Мужчине знаком был тип воина-буяна, бахвала точнее, который на самом деле всегда держится поближе к тылу и при первых выстрелах либо ищет укрытия, либо норовит броситься в бой безрассудно и немедленно, лишь бы поскорее кончился ужас того выбора, что делается не им, а кем-то или чем-то и сводящийся к ответу на вопрос: убит — буду или нет? Таких храбрецов он видал не раз — в Касабланке, в Лондоне, под Марселем. Такие герои всегда благосклонно принимают подношения, и майор как должное, как признание своих заслуг встретил появление на столе графинчика с водкой и закуски; то и другое было заказано мужчиною и не осталось незамеченным, майор назвал себя: «Яков», мимо ушей пропустив имя «Георгий», слетевшее с уст мужчины.
— Гвардия после первой не закусывает! — провозгласил майор, и мужчина по имени Георгий оказался достойным собутыльником, ибо вспомнил присказку одного полузнакомого британского лейтенанта:
— Верно!.. А между первой и второй — пуля не пролетит!
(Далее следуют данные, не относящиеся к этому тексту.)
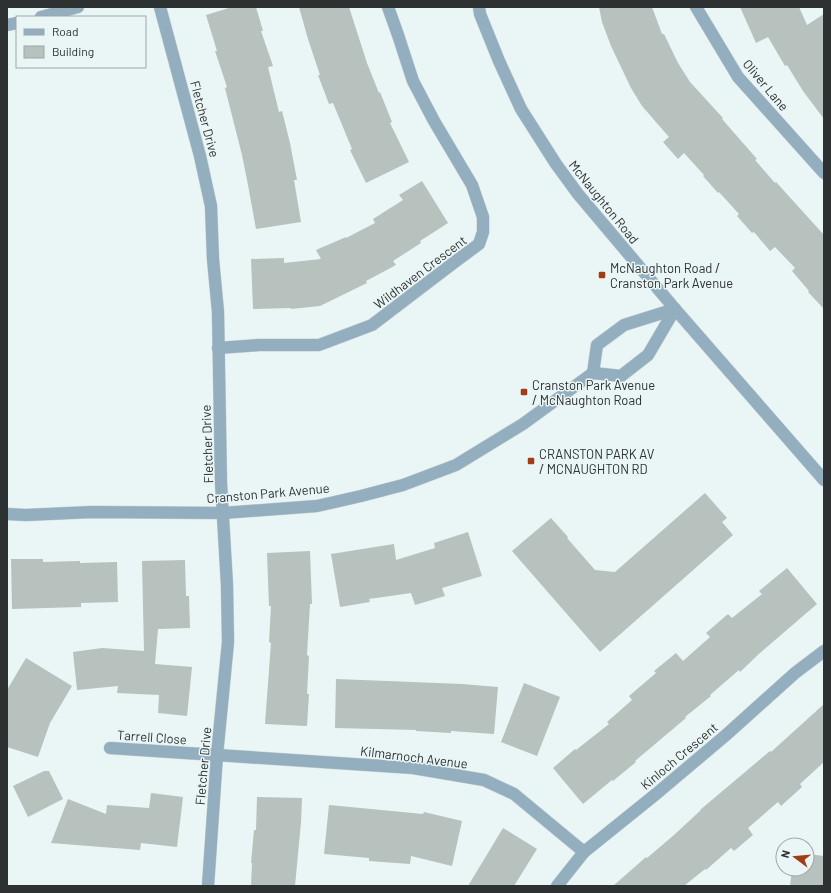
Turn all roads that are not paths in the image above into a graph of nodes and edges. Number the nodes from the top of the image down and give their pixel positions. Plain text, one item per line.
1 (78, 7) edge
2 (160, 7) edge
3 (388, 7) edge
4 (479, 7) edge
5 (696, 7) edge
6 (45, 16) edge
7 (824, 173) edge
8 (675, 309) junction
9 (218, 348) junction
10 (593, 373) junction
11 (824, 480) edge
12 (224, 513) junction
13 (7, 514) edge
14 (824, 651) edge
15 (110, 748) dead end
16 (217, 755) junction
17 (584, 852) junction
18 (208, 886) edge
19 (557, 886) edge

1 - 6 street
2 - 9 street, Fletcher Drive
3 - 9 street, Wildhaven Crescent
4 - 8 street, McNaughton Road
5 - 7 street, Oliver Lane
8 - 10 street
8 - 10 street
8 - 11 street, McNaughton Road
9 - 12 street, Fletcher Drive
10 - 12 street, Cranston Park Avenue
12 - 13 street, Cranston Park Avenue
12 - 16 street, Fletcher Drive
14 - 17 street, Kinloch Crescent
15 - 16 street, Tarrell Close
16 - 17 street, Kilmarnoch Avenue
16 - 18 street, Fletcher Drive
17 - 19 street, Kinloch Crescent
Выпьем!
Нужные слова нашлись и для третьей, и для четвертой рюмки («За дам, выпьем за шепчущих „дам“!»). После шестой мужчина, назвавший себя Георгием, уже много чего знал о майоре Савкине Якове Григорьевиче, и чем больше узнавал, тем большей симпатией проникался к нему, хвастуну, вралю и несчастному человеку, которого злые люди выпихивали из армии за надуманные грехи, — его, все четыре года сражавшегося за свободу и независимость Родины, награжденного (майор тыкал пальцем в планки на кителе) двумя орденами Отечественной войны второй степени, орденом Красной Звезды, медалями за оборону не какого-то Ташкента, а Москвы и Ленинграда, да, да, город на Неве многим, очень многим обязан майору Савкину Якову Григорьевичу, и женщины города на Неве с распростертыми объятьями встретят того, кто проливал кровь за их жизнь (палец майора Савкина коснулся нашивок)…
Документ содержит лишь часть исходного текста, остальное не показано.